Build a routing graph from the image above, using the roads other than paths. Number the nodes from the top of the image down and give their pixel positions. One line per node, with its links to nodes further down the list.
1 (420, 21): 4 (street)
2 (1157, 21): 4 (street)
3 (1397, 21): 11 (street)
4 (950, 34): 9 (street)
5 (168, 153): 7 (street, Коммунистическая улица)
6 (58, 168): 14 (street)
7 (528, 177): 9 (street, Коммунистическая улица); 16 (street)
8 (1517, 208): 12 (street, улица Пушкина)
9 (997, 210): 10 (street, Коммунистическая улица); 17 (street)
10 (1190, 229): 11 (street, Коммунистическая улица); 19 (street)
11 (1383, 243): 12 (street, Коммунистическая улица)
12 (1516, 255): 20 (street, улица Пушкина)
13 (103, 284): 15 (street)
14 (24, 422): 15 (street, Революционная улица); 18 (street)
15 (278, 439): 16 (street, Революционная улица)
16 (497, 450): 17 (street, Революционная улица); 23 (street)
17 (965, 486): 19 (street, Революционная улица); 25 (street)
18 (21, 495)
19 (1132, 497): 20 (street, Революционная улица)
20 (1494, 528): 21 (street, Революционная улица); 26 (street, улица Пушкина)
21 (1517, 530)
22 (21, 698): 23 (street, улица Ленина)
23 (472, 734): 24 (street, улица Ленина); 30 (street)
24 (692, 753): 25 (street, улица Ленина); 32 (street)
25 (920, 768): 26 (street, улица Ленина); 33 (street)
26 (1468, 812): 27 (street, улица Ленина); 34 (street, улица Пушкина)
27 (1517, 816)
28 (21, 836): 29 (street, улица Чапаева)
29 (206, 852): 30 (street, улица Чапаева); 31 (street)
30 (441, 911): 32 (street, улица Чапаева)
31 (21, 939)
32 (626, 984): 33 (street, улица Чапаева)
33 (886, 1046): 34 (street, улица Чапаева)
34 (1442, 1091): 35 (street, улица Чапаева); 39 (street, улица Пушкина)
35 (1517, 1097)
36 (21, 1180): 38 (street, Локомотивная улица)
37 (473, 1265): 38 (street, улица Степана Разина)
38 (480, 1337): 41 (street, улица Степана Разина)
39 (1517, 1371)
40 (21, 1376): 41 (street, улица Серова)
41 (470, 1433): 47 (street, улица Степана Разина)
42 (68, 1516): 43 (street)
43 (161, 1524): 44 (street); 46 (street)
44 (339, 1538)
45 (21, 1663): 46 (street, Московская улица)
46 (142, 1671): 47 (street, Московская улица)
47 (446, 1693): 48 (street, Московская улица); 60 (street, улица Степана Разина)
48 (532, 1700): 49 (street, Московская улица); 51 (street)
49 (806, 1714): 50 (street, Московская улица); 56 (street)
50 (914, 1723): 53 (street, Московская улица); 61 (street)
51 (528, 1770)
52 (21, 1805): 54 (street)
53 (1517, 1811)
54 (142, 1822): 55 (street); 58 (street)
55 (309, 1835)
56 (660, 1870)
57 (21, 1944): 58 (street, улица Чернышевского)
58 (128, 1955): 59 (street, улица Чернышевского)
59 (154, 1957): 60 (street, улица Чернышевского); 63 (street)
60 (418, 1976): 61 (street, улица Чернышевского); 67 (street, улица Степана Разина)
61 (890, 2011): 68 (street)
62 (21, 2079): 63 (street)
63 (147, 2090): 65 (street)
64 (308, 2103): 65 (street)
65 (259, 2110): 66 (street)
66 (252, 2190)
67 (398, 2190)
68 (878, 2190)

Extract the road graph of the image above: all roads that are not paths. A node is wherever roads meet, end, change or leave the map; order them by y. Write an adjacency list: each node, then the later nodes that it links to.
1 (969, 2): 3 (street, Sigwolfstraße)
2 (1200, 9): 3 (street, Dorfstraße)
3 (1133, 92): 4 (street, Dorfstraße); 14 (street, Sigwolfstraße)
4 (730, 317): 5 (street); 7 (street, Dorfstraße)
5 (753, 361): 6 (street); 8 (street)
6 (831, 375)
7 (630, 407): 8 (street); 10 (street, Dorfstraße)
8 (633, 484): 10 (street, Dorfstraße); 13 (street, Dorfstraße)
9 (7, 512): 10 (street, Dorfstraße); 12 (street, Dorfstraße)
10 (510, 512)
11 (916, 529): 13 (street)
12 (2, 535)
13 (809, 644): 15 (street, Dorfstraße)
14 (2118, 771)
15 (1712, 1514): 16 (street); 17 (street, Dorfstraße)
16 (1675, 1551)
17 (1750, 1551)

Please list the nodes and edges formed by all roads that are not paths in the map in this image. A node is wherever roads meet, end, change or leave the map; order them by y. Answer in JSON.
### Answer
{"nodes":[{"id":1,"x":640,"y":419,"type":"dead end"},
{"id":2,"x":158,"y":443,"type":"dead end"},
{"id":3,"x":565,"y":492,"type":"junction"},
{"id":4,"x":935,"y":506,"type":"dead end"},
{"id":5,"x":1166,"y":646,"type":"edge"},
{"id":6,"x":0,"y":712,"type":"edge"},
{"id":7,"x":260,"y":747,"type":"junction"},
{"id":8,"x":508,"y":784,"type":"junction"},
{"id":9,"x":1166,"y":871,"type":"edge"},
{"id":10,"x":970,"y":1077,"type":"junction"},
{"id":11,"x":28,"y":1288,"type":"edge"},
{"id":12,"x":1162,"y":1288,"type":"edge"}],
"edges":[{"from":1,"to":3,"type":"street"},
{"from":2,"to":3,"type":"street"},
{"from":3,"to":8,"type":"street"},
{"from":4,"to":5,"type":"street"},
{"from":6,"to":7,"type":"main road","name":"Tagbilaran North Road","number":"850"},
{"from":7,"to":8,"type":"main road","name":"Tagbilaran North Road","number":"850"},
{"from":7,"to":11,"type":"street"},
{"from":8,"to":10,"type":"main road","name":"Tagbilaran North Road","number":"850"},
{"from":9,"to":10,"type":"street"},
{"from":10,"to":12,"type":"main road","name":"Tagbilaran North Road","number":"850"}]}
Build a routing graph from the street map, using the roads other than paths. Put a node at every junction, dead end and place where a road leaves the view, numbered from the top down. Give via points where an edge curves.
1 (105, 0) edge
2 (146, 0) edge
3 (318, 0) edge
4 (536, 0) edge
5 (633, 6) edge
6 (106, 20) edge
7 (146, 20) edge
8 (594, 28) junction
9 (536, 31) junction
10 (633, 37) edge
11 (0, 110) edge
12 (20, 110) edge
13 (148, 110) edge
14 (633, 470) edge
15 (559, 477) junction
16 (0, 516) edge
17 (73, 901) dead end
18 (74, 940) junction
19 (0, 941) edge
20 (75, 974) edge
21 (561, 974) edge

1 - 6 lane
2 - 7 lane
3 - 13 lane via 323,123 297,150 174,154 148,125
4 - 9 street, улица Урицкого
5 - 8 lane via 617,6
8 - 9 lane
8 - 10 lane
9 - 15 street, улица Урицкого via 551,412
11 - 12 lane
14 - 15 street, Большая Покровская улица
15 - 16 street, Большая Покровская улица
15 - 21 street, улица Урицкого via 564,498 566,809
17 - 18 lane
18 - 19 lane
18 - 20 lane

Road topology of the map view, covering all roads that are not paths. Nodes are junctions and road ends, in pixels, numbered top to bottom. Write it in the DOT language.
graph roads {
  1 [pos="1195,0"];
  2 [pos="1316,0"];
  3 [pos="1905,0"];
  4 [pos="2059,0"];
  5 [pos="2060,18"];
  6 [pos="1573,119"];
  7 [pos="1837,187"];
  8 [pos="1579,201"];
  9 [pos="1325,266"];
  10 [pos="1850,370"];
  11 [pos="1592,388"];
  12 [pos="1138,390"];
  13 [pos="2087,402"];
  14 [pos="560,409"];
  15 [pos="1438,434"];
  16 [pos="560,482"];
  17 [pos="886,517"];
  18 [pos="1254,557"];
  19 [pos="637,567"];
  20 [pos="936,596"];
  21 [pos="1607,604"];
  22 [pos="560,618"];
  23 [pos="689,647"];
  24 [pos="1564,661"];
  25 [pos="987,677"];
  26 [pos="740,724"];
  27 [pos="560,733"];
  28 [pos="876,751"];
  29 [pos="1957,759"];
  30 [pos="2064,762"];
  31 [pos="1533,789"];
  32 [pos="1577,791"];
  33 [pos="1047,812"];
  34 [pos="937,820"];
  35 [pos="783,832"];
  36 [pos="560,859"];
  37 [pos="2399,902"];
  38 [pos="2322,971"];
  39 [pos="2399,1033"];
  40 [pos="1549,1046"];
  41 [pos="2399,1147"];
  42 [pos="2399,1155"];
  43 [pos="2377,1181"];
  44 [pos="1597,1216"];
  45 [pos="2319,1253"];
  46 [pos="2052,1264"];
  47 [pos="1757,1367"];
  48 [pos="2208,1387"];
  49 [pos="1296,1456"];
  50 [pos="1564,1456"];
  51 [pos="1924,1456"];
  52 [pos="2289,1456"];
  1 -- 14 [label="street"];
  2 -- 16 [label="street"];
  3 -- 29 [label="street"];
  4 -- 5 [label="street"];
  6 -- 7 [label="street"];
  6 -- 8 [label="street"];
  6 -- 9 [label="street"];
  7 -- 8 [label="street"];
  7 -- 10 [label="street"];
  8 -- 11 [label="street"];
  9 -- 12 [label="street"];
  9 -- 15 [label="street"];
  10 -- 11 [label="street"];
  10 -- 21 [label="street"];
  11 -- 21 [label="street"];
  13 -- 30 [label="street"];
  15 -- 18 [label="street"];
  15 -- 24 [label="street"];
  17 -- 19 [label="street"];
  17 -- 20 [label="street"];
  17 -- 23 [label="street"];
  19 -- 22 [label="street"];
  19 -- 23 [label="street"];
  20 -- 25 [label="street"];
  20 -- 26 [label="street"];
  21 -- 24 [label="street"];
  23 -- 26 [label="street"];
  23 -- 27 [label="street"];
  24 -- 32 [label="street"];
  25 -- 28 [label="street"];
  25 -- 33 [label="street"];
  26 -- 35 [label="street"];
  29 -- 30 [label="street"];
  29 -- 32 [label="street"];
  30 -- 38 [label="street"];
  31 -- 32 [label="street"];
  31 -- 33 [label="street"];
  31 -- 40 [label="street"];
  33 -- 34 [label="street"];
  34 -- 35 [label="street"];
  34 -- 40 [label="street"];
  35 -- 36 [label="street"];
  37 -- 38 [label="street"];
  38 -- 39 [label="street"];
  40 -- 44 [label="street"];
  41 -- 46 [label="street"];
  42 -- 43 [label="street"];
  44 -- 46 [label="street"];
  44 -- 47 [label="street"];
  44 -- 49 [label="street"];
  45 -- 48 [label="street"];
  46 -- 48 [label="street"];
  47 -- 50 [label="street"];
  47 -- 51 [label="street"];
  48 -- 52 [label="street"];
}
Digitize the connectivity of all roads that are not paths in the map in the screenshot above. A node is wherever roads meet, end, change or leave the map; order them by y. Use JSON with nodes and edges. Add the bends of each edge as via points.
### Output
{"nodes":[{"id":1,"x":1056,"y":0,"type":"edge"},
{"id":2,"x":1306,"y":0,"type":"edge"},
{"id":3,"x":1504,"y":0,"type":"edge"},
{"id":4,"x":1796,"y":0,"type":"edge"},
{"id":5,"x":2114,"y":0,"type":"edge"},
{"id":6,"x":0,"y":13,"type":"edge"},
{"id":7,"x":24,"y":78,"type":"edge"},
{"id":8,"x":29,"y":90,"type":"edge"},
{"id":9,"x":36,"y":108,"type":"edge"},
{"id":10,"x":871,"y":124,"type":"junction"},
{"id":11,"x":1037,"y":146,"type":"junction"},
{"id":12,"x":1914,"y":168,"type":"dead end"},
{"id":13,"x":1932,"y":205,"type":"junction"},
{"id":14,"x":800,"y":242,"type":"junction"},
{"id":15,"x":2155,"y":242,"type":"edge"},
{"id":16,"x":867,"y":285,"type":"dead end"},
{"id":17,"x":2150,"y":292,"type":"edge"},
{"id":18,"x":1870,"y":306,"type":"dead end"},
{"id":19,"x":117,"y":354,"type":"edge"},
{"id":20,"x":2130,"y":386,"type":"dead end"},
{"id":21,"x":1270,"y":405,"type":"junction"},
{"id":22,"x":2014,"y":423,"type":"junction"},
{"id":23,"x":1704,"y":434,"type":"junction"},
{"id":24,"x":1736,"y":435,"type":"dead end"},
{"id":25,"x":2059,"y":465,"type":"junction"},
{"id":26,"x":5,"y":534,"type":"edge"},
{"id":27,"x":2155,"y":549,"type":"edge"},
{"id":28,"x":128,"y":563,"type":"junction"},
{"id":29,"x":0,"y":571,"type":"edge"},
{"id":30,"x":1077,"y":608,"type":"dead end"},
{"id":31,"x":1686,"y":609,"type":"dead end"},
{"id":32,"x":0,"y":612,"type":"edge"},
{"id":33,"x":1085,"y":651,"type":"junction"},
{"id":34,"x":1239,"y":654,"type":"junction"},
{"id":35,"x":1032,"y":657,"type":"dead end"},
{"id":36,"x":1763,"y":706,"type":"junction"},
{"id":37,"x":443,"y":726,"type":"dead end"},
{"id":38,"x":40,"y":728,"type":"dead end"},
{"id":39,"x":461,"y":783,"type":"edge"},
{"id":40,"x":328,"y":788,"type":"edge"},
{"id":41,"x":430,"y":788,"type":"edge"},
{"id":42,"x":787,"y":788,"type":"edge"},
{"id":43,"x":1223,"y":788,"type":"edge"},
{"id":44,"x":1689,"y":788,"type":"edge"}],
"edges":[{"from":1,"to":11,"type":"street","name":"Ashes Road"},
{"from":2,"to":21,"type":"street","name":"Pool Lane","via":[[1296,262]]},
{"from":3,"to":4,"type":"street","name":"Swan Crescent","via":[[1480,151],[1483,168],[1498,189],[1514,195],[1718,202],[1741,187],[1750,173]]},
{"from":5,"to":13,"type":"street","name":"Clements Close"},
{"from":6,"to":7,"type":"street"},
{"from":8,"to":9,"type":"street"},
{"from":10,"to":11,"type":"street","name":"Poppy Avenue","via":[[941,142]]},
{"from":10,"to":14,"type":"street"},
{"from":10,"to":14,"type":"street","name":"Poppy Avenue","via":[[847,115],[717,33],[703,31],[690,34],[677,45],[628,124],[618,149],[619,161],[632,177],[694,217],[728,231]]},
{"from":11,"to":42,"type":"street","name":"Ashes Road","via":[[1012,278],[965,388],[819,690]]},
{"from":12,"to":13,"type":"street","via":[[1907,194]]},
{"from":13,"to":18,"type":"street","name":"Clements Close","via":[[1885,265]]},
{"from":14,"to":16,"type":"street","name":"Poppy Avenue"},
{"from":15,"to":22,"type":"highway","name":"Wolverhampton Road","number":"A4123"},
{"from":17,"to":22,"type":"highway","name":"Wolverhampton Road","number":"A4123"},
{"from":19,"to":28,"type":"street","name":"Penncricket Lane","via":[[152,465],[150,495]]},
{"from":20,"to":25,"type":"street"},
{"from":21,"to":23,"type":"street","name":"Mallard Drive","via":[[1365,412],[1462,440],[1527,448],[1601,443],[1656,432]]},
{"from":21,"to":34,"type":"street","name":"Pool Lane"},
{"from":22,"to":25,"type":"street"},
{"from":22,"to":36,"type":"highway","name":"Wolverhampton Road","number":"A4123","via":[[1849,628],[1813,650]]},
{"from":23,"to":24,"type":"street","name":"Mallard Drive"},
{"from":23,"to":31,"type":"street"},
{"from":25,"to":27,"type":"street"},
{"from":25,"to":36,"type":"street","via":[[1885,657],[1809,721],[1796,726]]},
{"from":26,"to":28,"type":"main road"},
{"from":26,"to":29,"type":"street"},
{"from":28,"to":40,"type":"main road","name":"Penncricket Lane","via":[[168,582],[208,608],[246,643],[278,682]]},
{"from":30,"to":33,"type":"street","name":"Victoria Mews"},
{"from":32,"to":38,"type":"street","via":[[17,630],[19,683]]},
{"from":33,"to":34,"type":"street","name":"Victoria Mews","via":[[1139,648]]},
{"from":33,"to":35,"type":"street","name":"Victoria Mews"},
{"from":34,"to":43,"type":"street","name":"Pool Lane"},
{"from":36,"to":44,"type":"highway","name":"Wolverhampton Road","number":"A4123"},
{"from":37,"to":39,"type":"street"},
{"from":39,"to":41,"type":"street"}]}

• Exercise requirements:
Looking at the entries above, count the lines that contain the string "Clements", then give the number and nothing else.

• Solution to this problem:
2